Наказанием, или Божьей карой с определенного времени стал называть период жизни, следующий за осмысленной и активной порой угасания. Старики могут быть красивы (кое-кто, проживший достойно и без крупных трагедий, становится даже более выразительным и интересным внешне, чем в молодости и зрелости), глубокие старики — никогда. У старости есть смысл, и вполне прозрачный: чтобы не жаль было уходить из жизни, физическая оболочка понемногу ветшает. С красивым и здоровым телом расставаться труднее и горше, чем с морщинистым, болимым и слабым. Старость — осень с ее умиротворением и тихой грустью, листопадом и первыми заморозками. Тихая подготовка к главному событию жизни — переступанию порога. А вот долгожительство, ведущее к дряхлости — студеная зима. Божья кара.
У евреев в ходу дежурное пожелание: «Живите до ста двадцати!» Если подумать: изощренное проклятие. Неужто и впрямь кто-то желает близким все те прелести, что несет с собой возрастная зима? Массу болячек, некрасивых и унизительных — как склероз и Альцгеймер, потерю слуха и зрения, вплоть до самой тяжелой участи — паралича. Усталость родных, а то и откровенное раздражение и нетерпение: «Когда, наконец, он перестанет цепляться за жизнь, в которой уже не осталось ни пользы, ни радости, ни красоты?!» Суровое наказание, более чем. Интересно, за какие такие грехи?..
— Можете звать меня Ниц, — вежливо, дав мне время на разглядывание, представился красивый старик. — Это местное прозвище, оно мне лестно, и потому я охотнее откликаюсь на него, чем на имя, данное при рождении.
— Ниц — от словосочетания «падать ниц»?
— Нет, это сокращенное от Ницше. Поскольку привык цитировать выдающегося мыслителя к месту и не к месту.

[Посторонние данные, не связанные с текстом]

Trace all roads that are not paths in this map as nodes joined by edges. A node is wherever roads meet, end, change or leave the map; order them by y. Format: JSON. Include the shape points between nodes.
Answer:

Я покивал, принимая к сведению.
— А я Норди. Цитирую крайне редко.
— Будем знакомы. Как славно вы тут устроились, в одиночестве, под шум прибоя, под шелест вечной листвы… «О, одиночество! Отчизна моя, одиночество!» — провозгласил он с пафосом, видимо, не желая показаться голословным. — Сегодня ветрено.

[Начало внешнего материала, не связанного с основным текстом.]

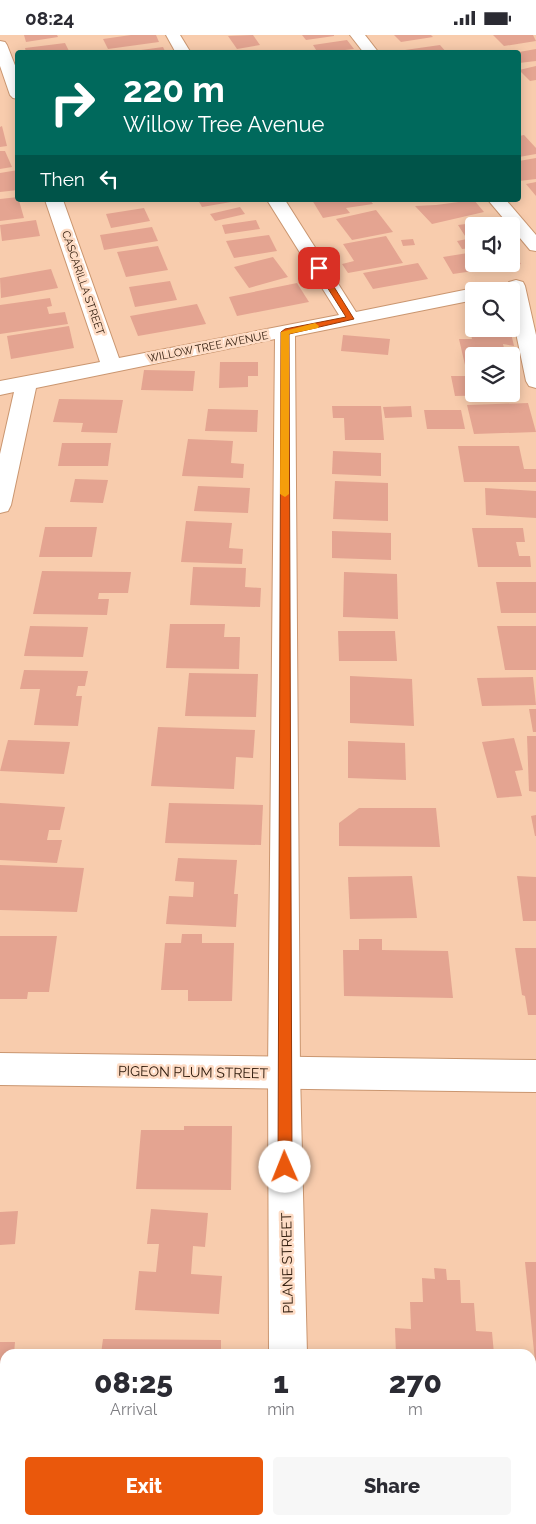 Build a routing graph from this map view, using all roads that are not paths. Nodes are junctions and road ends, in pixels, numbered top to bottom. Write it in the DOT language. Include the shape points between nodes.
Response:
graph roads {
  1 [pos="174,35"];
  2 [pos="357,35"];
  3 [pos="0,45"];
  4 [pos="182,50"];
  5 [pos="370,50"];
  6 [pos="15,87"];
  7 [pos="55,202"];
  8 [pos="277,202"];
  9 [pos="499,202"];
  10 [pos="536,246"];
  11 [pos="536,281"];
  12 [pos="465,296"];
  13 [pos="350,319"];
  14 [pos="285,332"];
  15 [pos="112,367"];
  16 [pos="536,381"];
  17 [pos="26,384"];
  18 [pos="0,388"];
  19 [pos="0,505"];
  20 [pos="0,1069"];
  21 [pos="284,1073"];
  22 [pos="536,1076"];
  23 [pos="288,1349"];
  1 -- 4 [label="street"];
  2 -- 5 [label="street"];
  3 -- 6 [label="street"];
  7 -- 15 [label="street, CASCARILLA STREET"];
  8 -- 13 [label="street"];
  9 -- 10 [label="street"];
  11 -- 16 [label="street" via="506,287"];
  12 -- 13 [label="street, WILLOW TREE AVENUE"];
  13 -- 14 [label="street, WILLOW TREE AVENUE"];
  14 -- 15 [label="street, WILLOW TREE AVENUE"];
  14 -- 21 [label="street, PLANE STREET"];
  15 -- 17 [label="street, WILLOW TREE AVENUE"];
  17 -- 18 [label="street, WILLOW TREE AVENUE"];
  17 -- 19 [label="street"];
  20 -- 21 [label="street, PIGEON PLUM STREET"];
  21 -- 22 [label="street, PIGEON PLUM STREET"];
  21 -- 23 [label="street, PLANE STREET"];
} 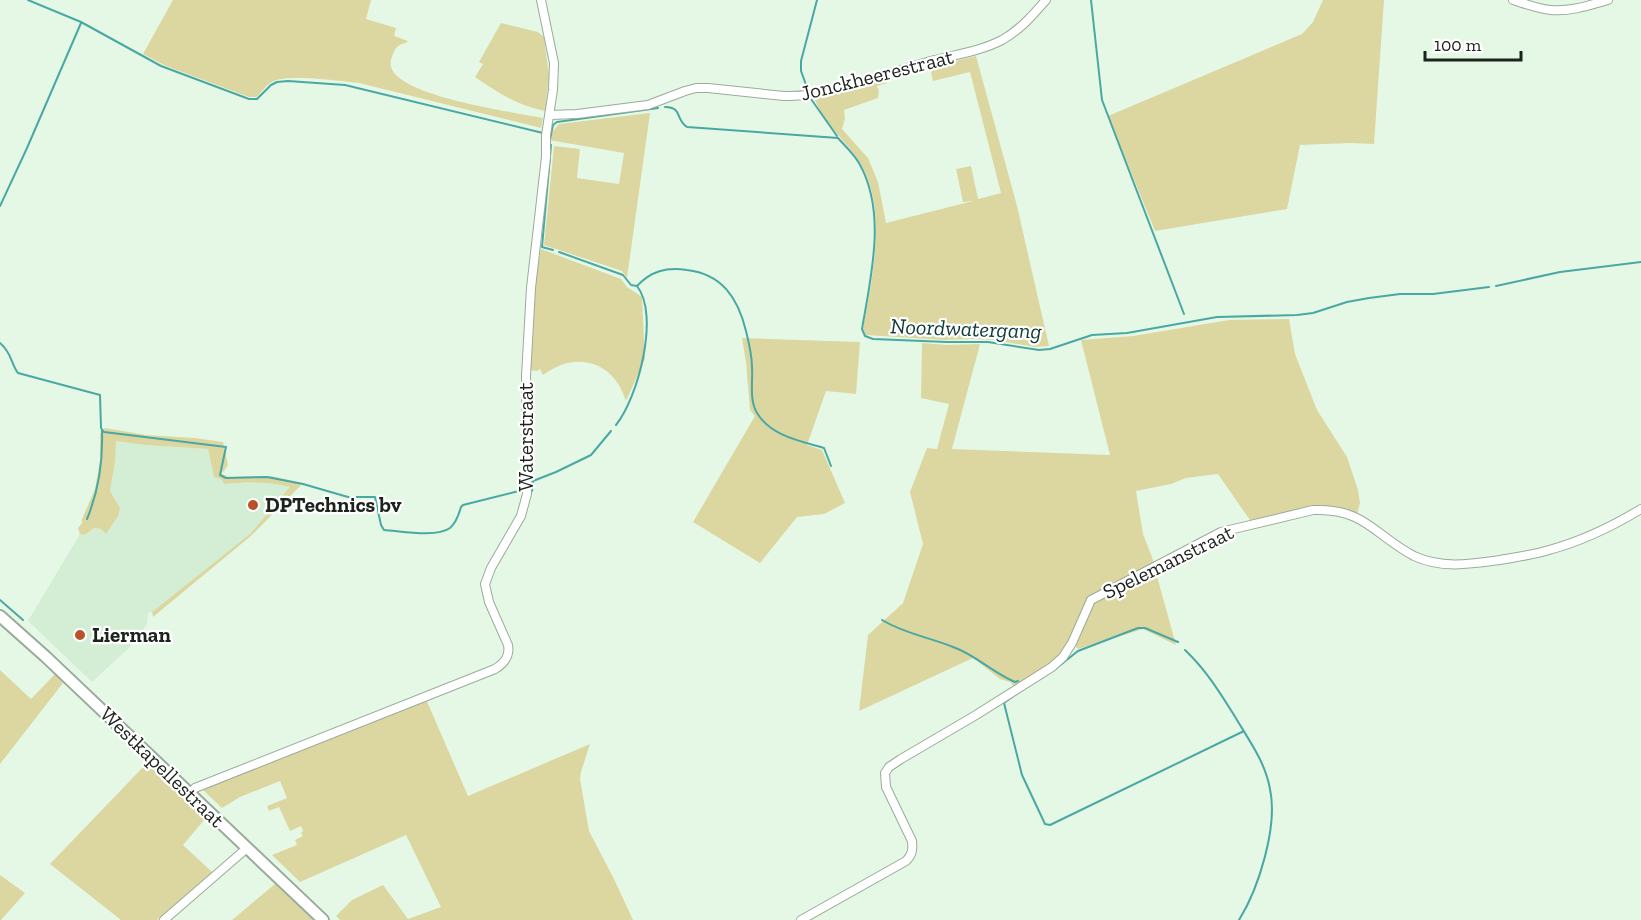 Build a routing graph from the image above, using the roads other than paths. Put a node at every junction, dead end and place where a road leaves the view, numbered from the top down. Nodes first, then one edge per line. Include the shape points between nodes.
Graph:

— Как и почти всегда, полагаю?
— О да. Моей варяжской крови здесь хорошо.
— Вы родом из Скандинавии? — Не то чтобы мне был интересен ответ на этот вопрос (как и на все иные), но приличие требовало как-то поддерживать светскую беседу.
— Моя кровь оттуда. Я — нет.
— Вы, по всей видимости, «мартышка»?
— Как-как? — Он поперхнулся. — Простите?..
— О, вы меня простите — если невольно оскорбил. Мне показалось, эта классификация в ходу у всех стареньких. А вы ведь старенький, так?
— Разумеется. Я здесь уже третий месяц. Догадываюсь, с кем вы имели счастье беседовать до меня, — важно изрек Ниц.
— С господином из России по имени Джекоб. Он любезно познакомил меня с классификацией здешних обитателей собственного изготовления: «запчасти», «мушки», «мартышки». Еще таинственные «приматы», число которых крайне ограничено. Выходит, она в ходу не у всех?
— «Запчасти», «мушки», «мартышки»… — повторил Ниц, словно пробуя каждое словечко на вкус. — Разумеется, я знаком с классификацией господина Джекоба. Она чересчур поверхностна, на мой взгляд. И грубовата: кто-то может и обидеться. У меня в ходу другая: «верблюд», «лев», «ребенок».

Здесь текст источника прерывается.